[Start of Attachment]
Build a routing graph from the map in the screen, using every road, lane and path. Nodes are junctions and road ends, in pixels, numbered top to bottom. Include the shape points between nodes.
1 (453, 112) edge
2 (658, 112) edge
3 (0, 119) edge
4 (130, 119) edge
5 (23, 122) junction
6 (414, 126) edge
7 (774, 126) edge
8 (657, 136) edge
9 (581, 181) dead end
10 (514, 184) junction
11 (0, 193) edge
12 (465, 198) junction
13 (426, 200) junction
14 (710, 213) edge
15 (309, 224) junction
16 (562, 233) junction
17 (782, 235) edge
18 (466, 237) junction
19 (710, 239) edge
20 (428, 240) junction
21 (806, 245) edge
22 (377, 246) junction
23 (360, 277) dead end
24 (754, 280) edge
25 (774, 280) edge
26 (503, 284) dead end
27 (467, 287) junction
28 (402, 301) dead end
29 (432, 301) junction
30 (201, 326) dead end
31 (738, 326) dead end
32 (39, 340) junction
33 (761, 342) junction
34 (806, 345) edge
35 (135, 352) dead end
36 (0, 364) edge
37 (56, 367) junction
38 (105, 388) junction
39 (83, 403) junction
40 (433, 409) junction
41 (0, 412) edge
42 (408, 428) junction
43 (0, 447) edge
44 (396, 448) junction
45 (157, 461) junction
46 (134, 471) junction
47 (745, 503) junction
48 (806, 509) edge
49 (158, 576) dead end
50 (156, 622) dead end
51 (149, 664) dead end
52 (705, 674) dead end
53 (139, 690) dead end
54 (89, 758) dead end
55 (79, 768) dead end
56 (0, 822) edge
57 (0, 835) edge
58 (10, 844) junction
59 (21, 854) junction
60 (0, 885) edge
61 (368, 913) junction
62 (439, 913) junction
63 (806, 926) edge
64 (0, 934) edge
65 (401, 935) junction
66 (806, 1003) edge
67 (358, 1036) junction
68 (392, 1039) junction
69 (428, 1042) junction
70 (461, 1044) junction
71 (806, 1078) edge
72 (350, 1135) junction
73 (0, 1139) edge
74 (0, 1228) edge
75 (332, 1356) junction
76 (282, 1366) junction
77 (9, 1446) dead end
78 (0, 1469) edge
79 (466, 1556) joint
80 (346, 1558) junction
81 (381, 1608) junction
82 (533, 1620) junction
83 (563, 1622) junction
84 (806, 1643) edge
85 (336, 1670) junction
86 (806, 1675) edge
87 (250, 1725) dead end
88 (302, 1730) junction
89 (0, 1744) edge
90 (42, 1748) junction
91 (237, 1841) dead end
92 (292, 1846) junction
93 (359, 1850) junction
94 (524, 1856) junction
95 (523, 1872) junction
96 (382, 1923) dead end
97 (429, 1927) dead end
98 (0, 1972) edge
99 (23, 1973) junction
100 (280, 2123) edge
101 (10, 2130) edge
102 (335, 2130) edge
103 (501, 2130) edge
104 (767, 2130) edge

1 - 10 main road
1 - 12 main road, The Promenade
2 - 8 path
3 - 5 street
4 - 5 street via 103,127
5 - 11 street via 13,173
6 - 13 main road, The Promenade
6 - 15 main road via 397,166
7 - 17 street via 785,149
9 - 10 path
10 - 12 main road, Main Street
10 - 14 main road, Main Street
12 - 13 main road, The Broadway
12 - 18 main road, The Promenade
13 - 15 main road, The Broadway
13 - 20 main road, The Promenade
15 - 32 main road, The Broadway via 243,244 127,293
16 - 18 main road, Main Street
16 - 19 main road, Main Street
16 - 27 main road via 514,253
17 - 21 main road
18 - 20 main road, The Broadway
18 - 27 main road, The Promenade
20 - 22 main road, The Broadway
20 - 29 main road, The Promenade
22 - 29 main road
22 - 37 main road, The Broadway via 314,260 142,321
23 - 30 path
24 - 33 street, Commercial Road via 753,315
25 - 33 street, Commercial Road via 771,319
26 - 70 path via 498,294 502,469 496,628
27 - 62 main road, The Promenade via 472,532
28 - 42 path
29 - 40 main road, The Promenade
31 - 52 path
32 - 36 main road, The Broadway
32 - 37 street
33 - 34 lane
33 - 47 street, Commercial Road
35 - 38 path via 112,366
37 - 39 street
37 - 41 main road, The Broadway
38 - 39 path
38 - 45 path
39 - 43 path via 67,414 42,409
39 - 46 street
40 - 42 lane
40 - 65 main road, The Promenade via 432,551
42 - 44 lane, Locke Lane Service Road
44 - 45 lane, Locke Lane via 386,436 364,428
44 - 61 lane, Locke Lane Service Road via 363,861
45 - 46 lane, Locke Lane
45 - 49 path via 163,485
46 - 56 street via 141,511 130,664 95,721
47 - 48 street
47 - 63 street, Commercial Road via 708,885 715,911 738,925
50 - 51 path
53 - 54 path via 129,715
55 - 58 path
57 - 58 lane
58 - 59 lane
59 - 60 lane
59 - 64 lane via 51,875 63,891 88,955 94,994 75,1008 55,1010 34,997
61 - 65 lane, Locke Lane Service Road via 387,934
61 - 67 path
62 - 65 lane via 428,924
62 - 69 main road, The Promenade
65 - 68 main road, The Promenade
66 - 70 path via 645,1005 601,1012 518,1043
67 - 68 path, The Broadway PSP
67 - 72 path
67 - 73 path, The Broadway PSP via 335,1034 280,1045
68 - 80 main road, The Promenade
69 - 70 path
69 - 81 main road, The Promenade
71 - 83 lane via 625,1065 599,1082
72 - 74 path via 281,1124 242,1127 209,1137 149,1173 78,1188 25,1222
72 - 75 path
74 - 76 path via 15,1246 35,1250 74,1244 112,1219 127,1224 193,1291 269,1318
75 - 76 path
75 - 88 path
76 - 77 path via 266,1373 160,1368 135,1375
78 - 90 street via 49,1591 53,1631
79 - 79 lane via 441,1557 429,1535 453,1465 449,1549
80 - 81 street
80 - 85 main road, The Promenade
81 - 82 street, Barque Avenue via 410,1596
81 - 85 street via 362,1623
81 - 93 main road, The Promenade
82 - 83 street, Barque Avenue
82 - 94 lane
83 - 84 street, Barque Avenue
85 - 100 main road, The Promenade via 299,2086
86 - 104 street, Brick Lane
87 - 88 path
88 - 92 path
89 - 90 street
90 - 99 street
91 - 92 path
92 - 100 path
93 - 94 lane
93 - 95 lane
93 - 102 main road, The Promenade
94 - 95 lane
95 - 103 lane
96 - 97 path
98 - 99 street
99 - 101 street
[End of Attachment]
What you are asked to do
What is needed is an exact copy of all the records.

Exercise response
Build a routing graph from the map in the screen, using every road, lane and path. Nodes are junctions and road ends, in pixels, numbered top to bottom. Include the shape points between nodes.
1 (453, 112) edge
2 (658, 112) edge
3 (0, 119) edge
4 (130, 119) edge
5 (23, 122) junction
6 (414, 126) edge
7 (774, 126) edge
8 (657, 136) edge
9 (581, 181) dead end
10 (514, 184) junction
11 (0, 193) edge
12 (465, 198) junction
13 (426, 200) junction
14 (710, 213) edge
15 (309, 224) junction
16 (562, 233) junction
17 (782, 235) edge
18 (466, 237) junction
19 (710, 239) edge
20 (428, 240) junction
21 (806, 245) edge
22 (377, 246) junction
23 (360, 277) dead end
24 (754, 280) edge
25 (774, 280) edge
26 (503, 284) dead end
27 (467, 287) junction
28 (402, 301) dead end
29 (432, 301) junction
30 (201, 326) dead end
31 (738, 326) dead end
32 (39, 340) junction
33 (761, 342) junction
34 (806, 345) edge
35 (135, 352) dead end
36 (0, 364) edge
37 (56, 367) junction
38 (105, 388) junction
39 (83, 403) junction
40 (433, 409) junction
41 (0, 412) edge
42 (408, 428) junction
43 (0, 447) edge
44 (396, 448) junction
45 (157, 461) junction
46 (134, 471) junction
47 (745, 503) junction
48 (806, 509) edge
49 (158, 576) dead end
50 (156, 622) dead end
51 (149, 664) dead end
52 (705, 674) dead end
53 (139, 690) dead end
54 (89, 758) dead end
55 (79, 768) dead end
56 (0, 822) edge
57 (0, 835) edge
58 (10, 844) junction
59 (21, 854) junction
60 (0, 885) edge
61 (368, 913) junction
62 (439, 913) junction
63 (806, 926) edge
64 (0, 934) edge
65 (401, 935) junction
66 (806, 1003) edge
67 (358, 1036) junction
68 (392, 1039) junction
69 (428, 1042) junction
70 (461, 1044) junction
71 (806, 1078) edge
72 (350, 1135) junction
73 (0, 1139) edge
74 (0, 1228) edge
75 (332, 1356) junction
76 (282, 1366) junction
77 (9, 1446) dead end
78 (0, 1469) edge
79 (466, 1556) joint
80 (346, 1558) junction
81 (381, 1608) junction
82 (533, 1620) junction
83 (563, 1622) junction
84 (806, 1643) edge
85 (336, 1670) junction
86 (806, 1675) edge
87 (250, 1725) dead end
88 (302, 1730) junction
89 (0, 1744) edge
90 (42, 1748) junction
91 (237, 1841) dead end
92 (292, 1846) junction
93 (359, 1850) junction
94 (524, 1856) junction
95 (523, 1872) junction
96 (382, 1923) dead end
97 (429, 1927) dead end
98 (0, 1972) edge
99 (23, 1973) junction
100 (280, 2123) edge
101 (10, 2130) edge
102 (335, 2130) edge
103 (501, 2130) edge
104 (767, 2130) edge

1 - 10 main road
1 - 12 main road, The Promenade
2 - 8 path
3 - 5 street
4 - 5 street via 103,127
5 - 11 street via 13,173
6 - 13 main road, The Promenade
6 - 15 main road via 397,166
7 - 17 street via 785,149
9 - 10 path
10 - 12 main road, Main Street
10 - 14 main road, Main Street
12 - 13 main road, The Broadway
12 - 18 main road, The Promenade
13 - 15 main road, The Broadway
13 - 20 main road, The Promenade
15 - 32 main road, The Broadway via 243,244 127,293
16 - 18 main road, Main Street
16 - 19 main road, Main Street
16 - 27 main road via 514,253
17 - 21 main road
18 - 20 main road, The Broadway
18 - 27 main road, The Promenade
20 - 22 main road, The Broadway
20 - 29 main road, The Promenade
22 - 29 main road
22 - 37 main road, The Broadway via 314,260 142,321
23 - 30 path
24 - 33 street, Commercial Road via 753,315
25 - 33 street, Commercial Road via 771,319
26 - 70 path via 498,294 502,469 496,628
27 - 62 main road, The Promenade via 472,532
28 - 42 path
29 - 40 main road, The Promenade
31 - 52 path
32 - 36 main road, The Broadway
32 - 37 street
33 - 34 lane
33 - 47 street, Commercial Road
35 - 38 path via 112,366
37 - 39 street
37 - 41 main road, The Broadway
38 - 39 path
38 - 45 path
39 - 43 path via 67,414 42,409
39 - 46 street
40 - 42 lane
40 - 65 main road, The Promenade via 432,551
42 - 44 lane, Locke Lane Service Road
44 - 45 lane, Locke Lane via 386,436 364,428
44 - 61 lane, Locke Lane Service Road via 363,861
45 - 46 lane, Locke Lane
45 - 49 path via 163,485
46 - 56 street via 141,511 130,664 95,721
47 - 48 street
47 - 63 street, Commercial Road via 708,885 715,911 738,925
50 - 51 path
53 - 54 path via 129,715
55 - 58 path
57 - 58 lane
58 - 59 lane
59 - 60 lane
59 - 64 lane via 51,875 63,891 88,955 94,994 75,1008 55,1010 34,997
61 - 65 lane, Locke Lane Service Road via 387,934
61 - 67 path
62 - 65 lane via 428,924
62 - 69 main road, The Promenade
65 - 68 main road, The Promenade
66 - 70 path via 645,1005 601,1012 518,1043
67 - 68 path, The Broadway PSP
67 - 72 path
67 - 73 path, The Broadway PSP via 335,1034 280,1045
68 - 80 main road, The Promenade
69 - 70 path
69 - 81 main road, The Promenade
71 - 83 lane via 625,1065 599,1082
72 - 74 path via 281,1124 242,1127 209,1137 149,1173 78,1188 25,1222
72 - 75 path
74 - 76 path via 15,1246 35,1250 74,1244 112,1219 127,1224 193,1291 269,1318
75 - 76 path
75 - 88 path
76 - 77 path via 266,1373 160,1368 135,1375
78 - 90 street via 49,1591 53,1631
79 - 79 lane via 441,1557 429,1535 453,1465 449,1549
80 - 81 street
80 - 85 main road, The Promenade
81 - 82 street, Barque Avenue via 410,1596
81 - 85 street via 362,1623
81 - 93 main road, The Promenade
82 - 83 street, Barque Avenue
82 - 94 lane
83 - 84 street, Barque Avenue
85 - 100 main road, The Promenade via 299,2086
86 - 104 street, Brick Lane
87 - 88 path
88 - 92 path
89 - 90 street
90 - 99 street
91 - 92 path
92 - 100 path
93 - 94 lane
93 - 95 lane
93 - 102 main road, The Promenade
94 - 95 lane
95 - 103 lane
96 - 97 path
98 - 99 street
99 - 101 street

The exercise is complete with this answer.